Crouched back beside the trail the Wolf watched and waited. He knew what the Sergeant would do; having lost the trail of his quarry he would camp there, beside good water, tether his horse to the picket-pin by the hackamore rope, eat, and sleep till daylight, which would come about three o'clock; then he would cast about for the Wolf's tracks, gallop along the southern trail, and when he did not pick them up would surmise that Jack had cut across the muskeg land; then he would round the southern end of the swamp and head for the railway.

"I must get him," the Wolf muttered mercilessly; "gentle him if I can, if not—get him."

He saw the Sergeant unsaddle his horse, picket him, and eat a cold meal; this rather than beacon his presence by a glimmering fire.

The Wolf, belly to earth, wormed closer, slithering over the gillardias, crunching their yellow blooms beneath his evil body, his revolver held between his strong teeth as his grimy paws felt the ground for twigs that might crack.

If the Sergeant would unbuckle his revolver belt, and perhaps go down to the water for a drink, or even to the horse that was at the far end of the picket line, his nose buried deep in the succulent wild-pea vine, then the Wolf would rush his man, and the Sergeant, disarmed, would throw up his hands.

The Wolf did not want on his head the death of a Mounted Policeman, for then the "Redcoats" would trail him to all corners of the earth. All his life there would be someone on his trail. It was too big a price. Even if the murder thought had been paramount, in that dim light the first shot meant not overmuch.
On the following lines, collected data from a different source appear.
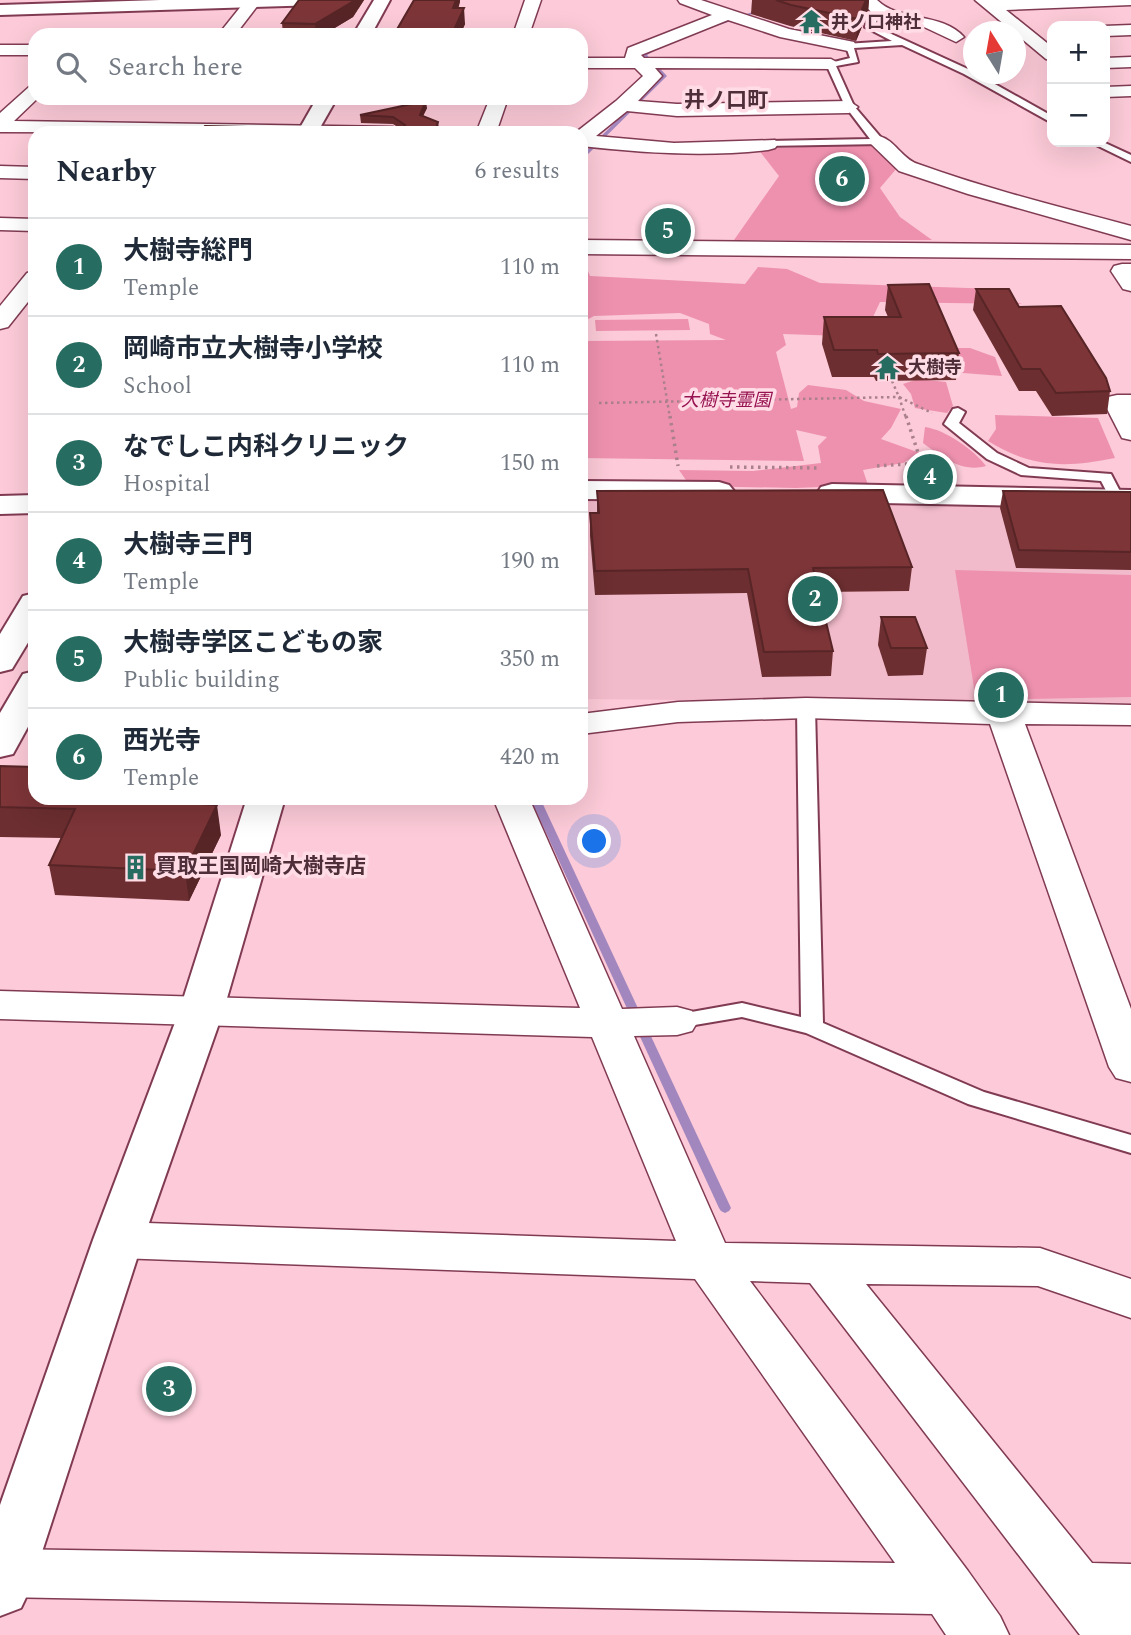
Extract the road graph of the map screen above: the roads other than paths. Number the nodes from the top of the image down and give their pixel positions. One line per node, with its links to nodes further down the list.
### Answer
1 (319, 0): 6 (main road)
2 (382, 0): 13 (main road)
3 (533, 0): 14 (street)
4 (686, 0): 10 (street)
5 (1131, 0): 7 (street)
6 (254, 1): 9 (main road); 12 (street)
7 (987, 3): 11 (street)
8 (873, 5): 19 (street); 22 (lane)
9 (0, 10)
10 (734, 17): 23 (street); 30 (street)
11 (1006, 21)
12 (232, 28)
13 (366, 28)
14 (523, 28)
15 (1131, 30): 16 (street)
16 (1110, 31)
17 (1047, 33): 18 (street)
18 (1026, 35)
19 (963, 36)
20 (963, 37): 22 (street)
21 (1026, 38): 26 (street)
22 (905, 42): 23 (lane); 41 (lane)
23 (848, 46): 31 (lane)
24 (0, 50): 25 (street)
25 (28, 50)
26 (1047, 52)
27 (1131, 62): 29 (street)
28 (588, 63): 30 (street)
29 (1110, 63)
30 (640, 64): 31 (street); 37 (street)
31 (831, 65): 38 (lane)
32 (1131, 91): 33 (street)
33 (1110, 92)
34 (28, 98): 42 (street)
35 (323, 105): 45 (main road)
36 (496, 105): 47 (street)
37 (624, 105): 38 (street); 48 (street)
38 (849, 107): 50 (lane)
39 (167, 108): 44 (street)
40 (344, 109): 46 (main road)
41 (1047, 117)
42 (0, 124): 43 (street)
43 (43, 126)
44 (153, 126)
45 (311, 126)
46 (335, 126)
47 (489, 126)
48 (588, 133)
49 (588, 140): 51 (street)
50 (879, 142): 51 (lane); 58 (street)
51 (768, 144)
52 (1105, 147): 53 (lane)
53 (1131, 159)
54 (0, 172): 55 (street)
55 (28, 173)
56 (0, 224): 57 (street)
57 (28, 225)
58 (1131, 233)
59 (588, 247): 60 (street)
60 (1131, 252)
61 (1131, 271): 64 (street)
62 (28, 282): 63 (street)
63 (0, 284)
64 (1131, 284)
65 (28, 288): 66 (street)
66 (0, 322)
67 (1131, 403): 69 (street)
68 (954, 418): 73 (lane)
69 (1131, 432)
70 (588, 490): 71 (main road)
71 (744, 492)
72 (799, 493): 73 (main road)
73 (1124, 499)
74 (28, 503): 75 (main road)
75 (0, 505)
76 (28, 615): 77 (main road)
77 (0, 662)
78 (28, 694): 83 (main road)
79 (806, 708): 80 (street); 82 (street); 90 (lane)
80 (1004, 714): 81 (street); 91 (street)
81 (1131, 715)
82 (588, 723)
83 (0, 746)
84 (264, 805): 87 (main road)
85 (514, 805): 89 (street)
86 (0, 1005): 87 (street)
87 (201, 1012): 89 (street); 93 (main road)
88 (677, 1021): 89 (street); 90 (lane)
89 (609, 1023): 94 (street)
90 (812, 1027): 92 (lane)
91 (1131, 1068)
92 (1131, 1144)
93 (118, 1240): 94 (street); 97 (main road)
94 (708, 1260): 95 (street); 98 (street)
95 (823, 1265): 96 (street); 99 (street)
96 (1131, 1299)
97 (3, 1581): 98 (street)
98 (948, 1589): 100 (street)
99 (1104, 1589): 101 (street)
100 (980, 1635)
101 (1115, 1635)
So Jack waited. Once the horse threw up his head, cocked his ears fretfully, and stood like a bronze statue; then he blew a breath of discontent through his spread nostrils, and again buried his muzzle in the pea vine and sweet-grass.

Heath had seen this movement of the horse and ceased cutting at the plug of tobacco with which he was filling his pipe; he stood up, and searched with his eyes the mysterious gloomed prairie.

The Wolf, flat to earth, scarce breathed.

The Sergeant snuffed out the match hidden in his cupped hands over the bowl, put the pipe in his pocket, and, revolver in hand, walked in a narrow circle; slowly, stealthily, stopping every few feet to listen; not daring to go too far lest the man he was after might be hidden somewhere and cut out his horse. He passed within ten feet of where the Wolf lay, just a gray mound against the gray turf.